+++ Material provided +++

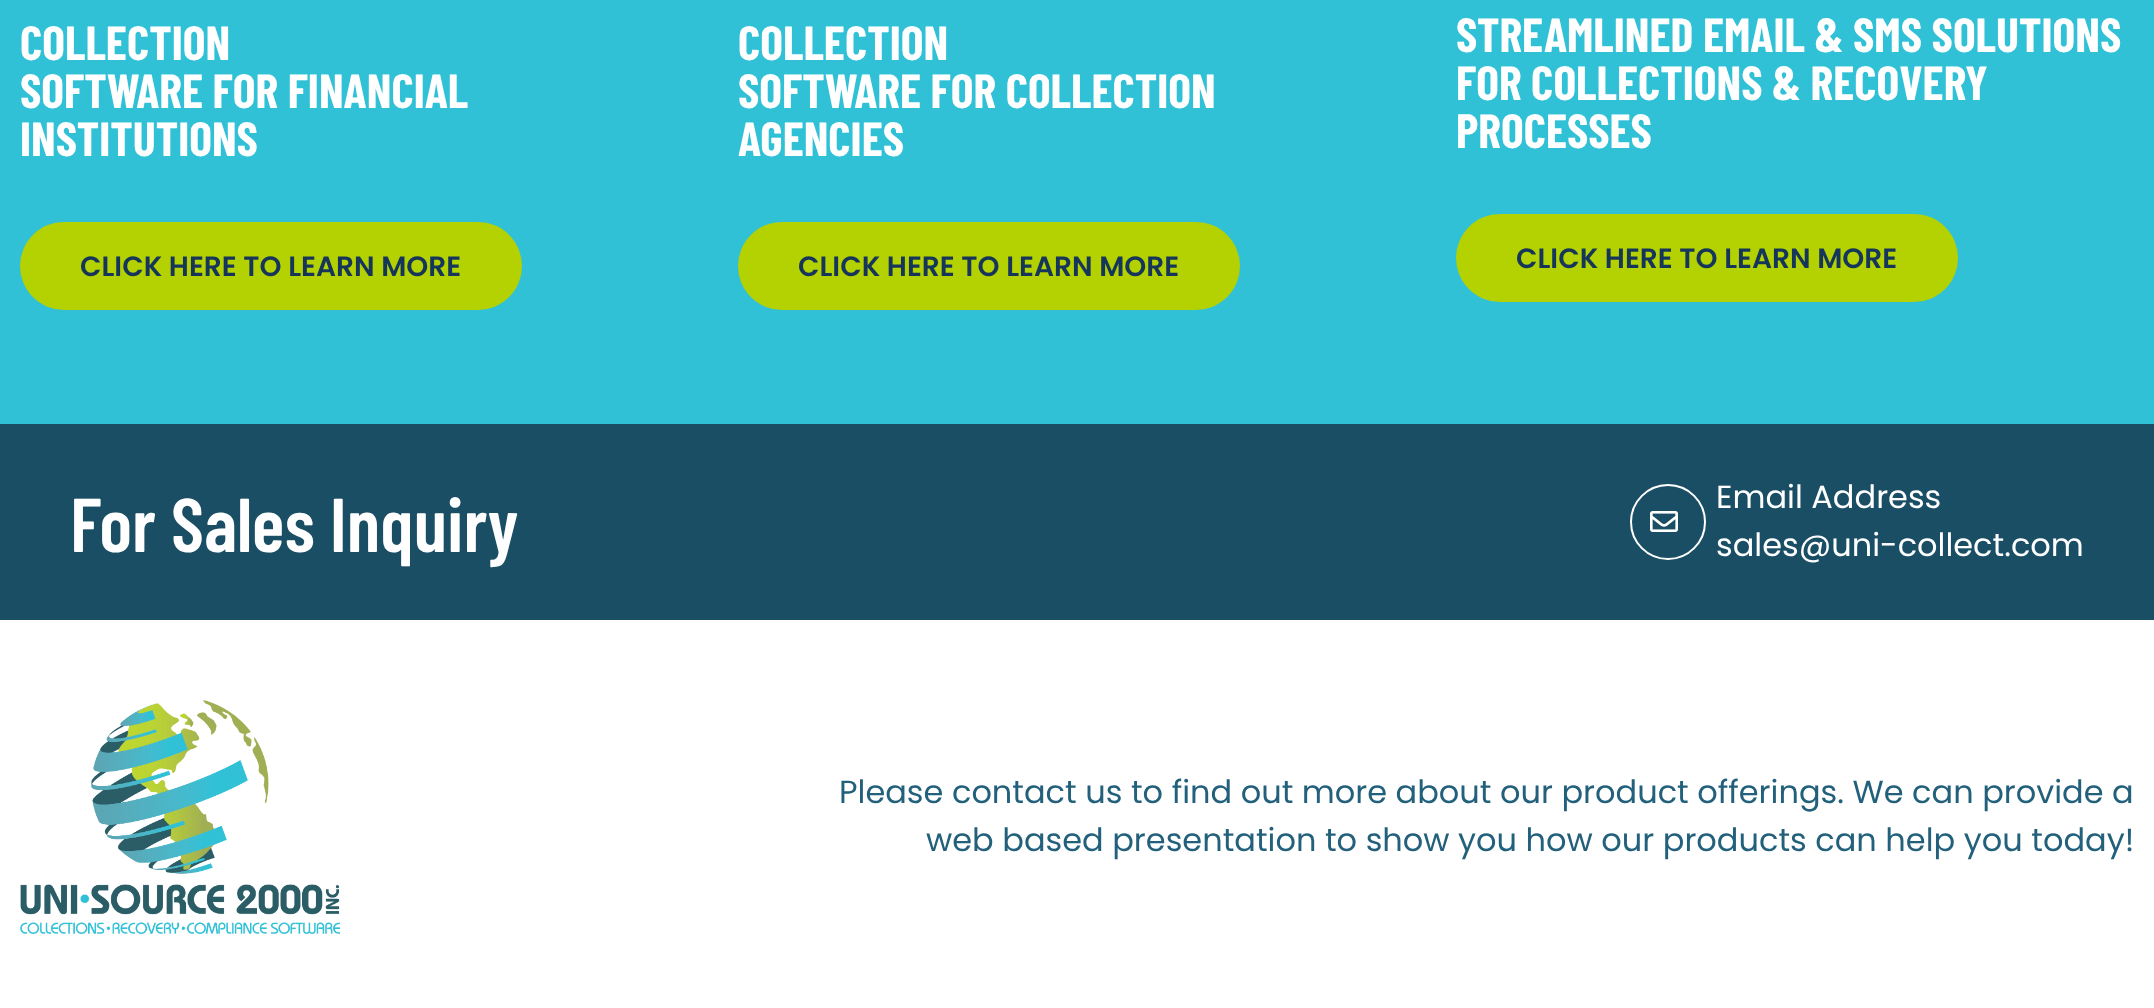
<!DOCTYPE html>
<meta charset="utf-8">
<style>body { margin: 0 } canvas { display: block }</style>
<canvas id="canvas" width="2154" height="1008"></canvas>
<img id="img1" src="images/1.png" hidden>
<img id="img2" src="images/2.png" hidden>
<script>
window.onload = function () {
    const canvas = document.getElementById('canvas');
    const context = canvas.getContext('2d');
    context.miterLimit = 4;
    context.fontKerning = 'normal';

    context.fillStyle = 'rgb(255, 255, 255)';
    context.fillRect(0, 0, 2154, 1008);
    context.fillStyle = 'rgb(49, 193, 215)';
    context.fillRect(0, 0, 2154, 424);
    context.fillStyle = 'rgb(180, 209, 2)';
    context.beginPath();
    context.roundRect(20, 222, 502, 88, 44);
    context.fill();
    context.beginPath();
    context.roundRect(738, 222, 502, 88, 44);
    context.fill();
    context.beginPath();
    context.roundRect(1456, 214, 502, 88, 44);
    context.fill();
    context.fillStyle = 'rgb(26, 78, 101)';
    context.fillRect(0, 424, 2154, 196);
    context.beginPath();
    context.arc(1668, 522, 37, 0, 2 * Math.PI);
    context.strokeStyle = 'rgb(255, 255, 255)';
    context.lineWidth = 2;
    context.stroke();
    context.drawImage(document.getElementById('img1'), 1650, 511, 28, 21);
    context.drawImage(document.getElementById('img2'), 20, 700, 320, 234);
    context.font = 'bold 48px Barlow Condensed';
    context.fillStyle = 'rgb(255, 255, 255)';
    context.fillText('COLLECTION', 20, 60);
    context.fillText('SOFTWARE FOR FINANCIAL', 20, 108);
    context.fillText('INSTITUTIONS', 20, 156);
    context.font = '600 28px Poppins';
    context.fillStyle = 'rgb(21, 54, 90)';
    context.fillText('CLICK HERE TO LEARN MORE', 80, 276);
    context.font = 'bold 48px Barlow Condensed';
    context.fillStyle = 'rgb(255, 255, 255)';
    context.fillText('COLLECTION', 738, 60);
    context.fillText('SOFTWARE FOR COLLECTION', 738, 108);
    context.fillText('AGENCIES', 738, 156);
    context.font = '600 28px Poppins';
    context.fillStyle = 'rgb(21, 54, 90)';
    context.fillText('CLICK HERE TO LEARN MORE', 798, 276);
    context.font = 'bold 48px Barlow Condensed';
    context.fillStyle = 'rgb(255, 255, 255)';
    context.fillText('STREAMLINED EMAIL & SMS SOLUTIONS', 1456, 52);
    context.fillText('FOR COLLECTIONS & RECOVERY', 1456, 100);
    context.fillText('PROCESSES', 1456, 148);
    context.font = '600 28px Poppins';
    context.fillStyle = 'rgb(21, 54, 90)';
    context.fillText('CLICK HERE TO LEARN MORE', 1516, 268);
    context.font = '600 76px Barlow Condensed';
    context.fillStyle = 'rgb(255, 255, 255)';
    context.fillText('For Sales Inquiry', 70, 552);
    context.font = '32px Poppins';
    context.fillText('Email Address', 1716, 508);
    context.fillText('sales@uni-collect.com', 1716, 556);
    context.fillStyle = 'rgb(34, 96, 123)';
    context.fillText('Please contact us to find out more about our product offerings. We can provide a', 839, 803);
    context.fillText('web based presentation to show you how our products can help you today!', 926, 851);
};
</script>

+++

● Task prompt
If a line in the listing holds the word "images", list that line.

● Written solution
<img id="img1" src="images/1.png" hidden>
<img id="img2" src="images/2.png" hidden>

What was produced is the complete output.